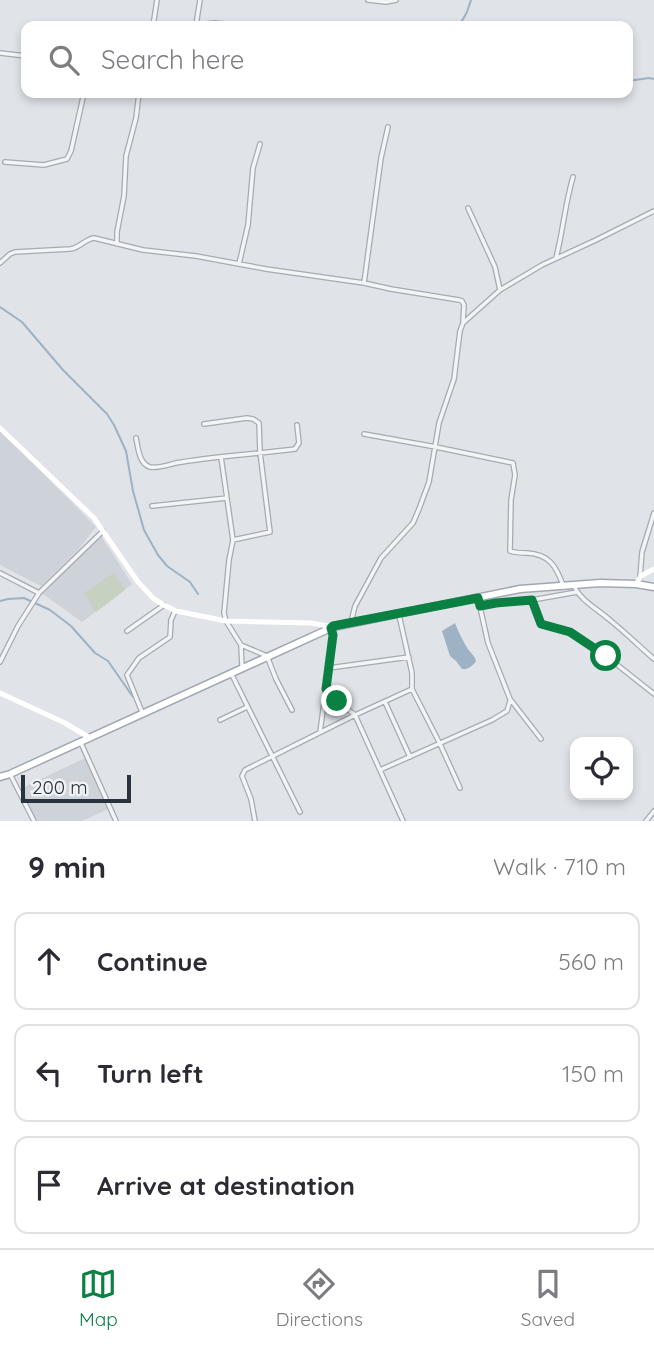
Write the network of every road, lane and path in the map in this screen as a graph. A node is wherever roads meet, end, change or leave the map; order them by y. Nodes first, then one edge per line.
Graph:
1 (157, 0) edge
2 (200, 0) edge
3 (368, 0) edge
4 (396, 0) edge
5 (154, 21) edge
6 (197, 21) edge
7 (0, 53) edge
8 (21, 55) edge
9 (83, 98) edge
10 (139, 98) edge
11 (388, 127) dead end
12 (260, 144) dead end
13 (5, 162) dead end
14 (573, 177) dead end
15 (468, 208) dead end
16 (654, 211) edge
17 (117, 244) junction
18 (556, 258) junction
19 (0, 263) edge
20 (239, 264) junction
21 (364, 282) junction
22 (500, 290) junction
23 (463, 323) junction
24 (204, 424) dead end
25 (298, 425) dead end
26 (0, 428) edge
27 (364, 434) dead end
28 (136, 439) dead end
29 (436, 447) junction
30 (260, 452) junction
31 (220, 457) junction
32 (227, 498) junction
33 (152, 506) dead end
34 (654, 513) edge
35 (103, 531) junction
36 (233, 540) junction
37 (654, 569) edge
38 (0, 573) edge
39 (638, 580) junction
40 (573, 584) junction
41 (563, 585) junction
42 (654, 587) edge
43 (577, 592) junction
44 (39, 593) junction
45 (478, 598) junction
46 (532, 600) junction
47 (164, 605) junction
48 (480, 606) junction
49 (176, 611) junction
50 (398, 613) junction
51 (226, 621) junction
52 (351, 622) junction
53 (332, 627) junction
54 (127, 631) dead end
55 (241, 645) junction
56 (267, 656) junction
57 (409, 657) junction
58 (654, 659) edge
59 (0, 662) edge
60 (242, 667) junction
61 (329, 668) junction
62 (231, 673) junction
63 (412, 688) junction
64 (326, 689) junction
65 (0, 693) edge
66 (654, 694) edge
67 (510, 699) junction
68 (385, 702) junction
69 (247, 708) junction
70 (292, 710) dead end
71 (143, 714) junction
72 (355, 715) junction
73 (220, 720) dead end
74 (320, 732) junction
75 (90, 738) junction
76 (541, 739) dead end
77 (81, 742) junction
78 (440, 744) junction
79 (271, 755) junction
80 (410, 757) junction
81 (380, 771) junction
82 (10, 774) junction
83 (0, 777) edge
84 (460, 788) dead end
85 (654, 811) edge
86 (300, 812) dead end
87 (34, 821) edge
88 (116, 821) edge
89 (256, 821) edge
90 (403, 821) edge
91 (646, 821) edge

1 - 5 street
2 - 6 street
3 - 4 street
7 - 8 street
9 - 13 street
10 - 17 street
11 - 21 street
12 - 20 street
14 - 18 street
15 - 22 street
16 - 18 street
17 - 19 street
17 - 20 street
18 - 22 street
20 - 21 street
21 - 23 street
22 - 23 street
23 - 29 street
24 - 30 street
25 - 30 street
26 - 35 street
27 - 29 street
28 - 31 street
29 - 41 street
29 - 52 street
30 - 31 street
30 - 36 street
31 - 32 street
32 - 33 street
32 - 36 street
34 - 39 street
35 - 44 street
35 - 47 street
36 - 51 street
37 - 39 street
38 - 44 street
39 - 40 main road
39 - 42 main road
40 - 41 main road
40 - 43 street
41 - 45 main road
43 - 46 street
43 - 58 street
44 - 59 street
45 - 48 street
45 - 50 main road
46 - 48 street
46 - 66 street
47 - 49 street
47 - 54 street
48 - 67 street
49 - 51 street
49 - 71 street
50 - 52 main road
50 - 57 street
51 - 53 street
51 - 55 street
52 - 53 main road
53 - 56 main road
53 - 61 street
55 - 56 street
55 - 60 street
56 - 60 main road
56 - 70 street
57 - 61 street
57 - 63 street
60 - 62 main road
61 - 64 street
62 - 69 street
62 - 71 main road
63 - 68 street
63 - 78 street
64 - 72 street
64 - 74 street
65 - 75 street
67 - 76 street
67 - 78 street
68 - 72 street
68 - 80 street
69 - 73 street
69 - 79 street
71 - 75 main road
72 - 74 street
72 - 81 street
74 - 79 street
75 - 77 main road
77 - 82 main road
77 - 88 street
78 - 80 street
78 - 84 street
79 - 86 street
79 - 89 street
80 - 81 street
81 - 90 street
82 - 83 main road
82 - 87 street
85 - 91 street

_ _ _ _

- YOUR INSTRUCTIONS -
Transcribe the material as is, with images omitted.

- EXERCISE RESULT -
Write the network of every road, lane and path in the map in this screen as a graph. A node is wherever roads meet, end, change or leave the map; order them by y. Nodes first, then one edge per line.
Graph:
1 (157, 0) edge
2 (200, 0) edge
3 (368, 0) edge
4 (396, 0) edge
5 (154, 21) edge
6 (197, 21) edge
7 (0, 53) edge
8 (21, 55) edge
9 (83, 98) edge
10 (139, 98) edge
11 (388, 127) dead end
12 (260, 144) dead end
13 (5, 162) dead end
14 (573, 177) dead end
15 (468, 208) dead end
16 (654, 211) edge
17 (117, 244) junction
18 (556, 258) junction
19 (0, 263) edge
20 (239, 264) junction
21 (364, 282) junction
22 (500, 290) junction
23 (463, 323) junction
24 (204, 424) dead end
25 (298, 425) dead end
26 (0, 428) edge
27 (364, 434) dead end
28 (136, 439) dead end
29 (436, 447) junction
30 (260, 452) junction
31 (220, 457) junction
32 (227, 498) junction
33 (152, 506) dead end
34 (654, 513) edge
35 (103, 531) junction
36 (233, 540) junction
37 (654, 569) edge
38 (0, 573) edge
39 (638, 580) junction
40 (573, 584) junction
41 (563, 585) junction
42 (654, 587) edge
43 (577, 592) junction
44 (39, 593) junction
45 (478, 598) junction
46 (532, 600) junction
47 (164, 605) junction
48 (480, 606) junction
49 (176, 611) junction
50 (398, 613) junction
51 (226, 621) junction
52 (351, 622) junction
53 (332, 627) junction
54 (127, 631) dead end
55 (241, 645) junction
56 (267, 656) junction
57 (409, 657) junction
58 (654, 659) edge
59 (0, 662) edge
60 (242, 667) junction
61 (329, 668) junction
62 (231, 673) junction
63 (412, 688) junction
64 (326, 689) junction
65 (0, 693) edge
66 (654, 694) edge
67 (510, 699) junction
68 (385, 702) junction
69 (247, 708) junction
70 (292, 710) dead end
71 (143, 714) junction
72 (355, 715) junction
73 (220, 720) dead end
74 (320, 732) junction
75 (90, 738) junction
76 (541, 739) dead end
77 (81, 742) junction
78 (440, 744) junction
79 (271, 755) junction
80 (410, 757) junction
81 (380, 771) junction
82 (10, 774) junction
83 (0, 777) edge
84 (460, 788) dead end
85 (654, 811) edge
86 (300, 812) dead end
87 (34, 821) edge
88 (116, 821) edge
89 (256, 821) edge
90 (403, 821) edge
91 (646, 821) edge

1 - 5 street
2 - 6 street
3 - 4 street
7 - 8 street
9 - 13 street
10 - 17 street
11 - 21 street
12 - 20 street
14 - 18 street
15 - 22 street
16 - 18 street
17 - 19 street
17 - 20 street
18 - 22 street
20 - 21 street
21 - 23 street
22 - 23 street
23 - 29 street
24 - 30 street
25 - 30 street
26 - 35 street
27 - 29 street
28 - 31 street
29 - 41 street
29 - 52 street
30 - 31 street
30 - 36 street
31 - 32 street
32 - 33 street
32 - 36 street
34 - 39 street
35 - 44 street
35 - 47 street
36 - 51 street
37 - 39 street
38 - 44 street
39 - 40 main road
39 - 42 main road
40 - 41 main road
40 - 43 street
41 - 45 main road
43 - 46 street
43 - 58 street
44 - 59 street
45 - 48 street
45 - 50 main road
46 - 48 street
46 - 66 street
47 - 49 street
47 - 54 street
48 - 67 street
49 - 51 street
49 - 71 street
50 - 52 main road
50 - 57 street
51 - 53 street
51 - 55 street
52 - 53 main road
53 - 56 main road
53 - 61 street
55 - 56 street
55 - 60 street
56 - 60 main road
56 - 70 street
57 - 61 street
57 - 63 street
60 - 62 main road
61 - 64 street
62 - 69 street
62 - 71 main road
63 - 68 street
63 - 78 street
64 - 72 street
64 - 74 street
65 - 75 street
67 - 76 street
67 - 78 street
68 - 72 street
68 - 80 street
69 - 73 street
69 - 79 street
71 - 75 main road
72 - 74 street
72 - 81 street
74 - 79 street
75 - 77 main road
77 - 82 main road
77 - 88 street
78 - 80 street
78 - 84 street
79 - 86 street
79 - 89 street
80 - 81 street
81 - 90 street
82 - 83 main road
82 - 87 street
85 - 91 street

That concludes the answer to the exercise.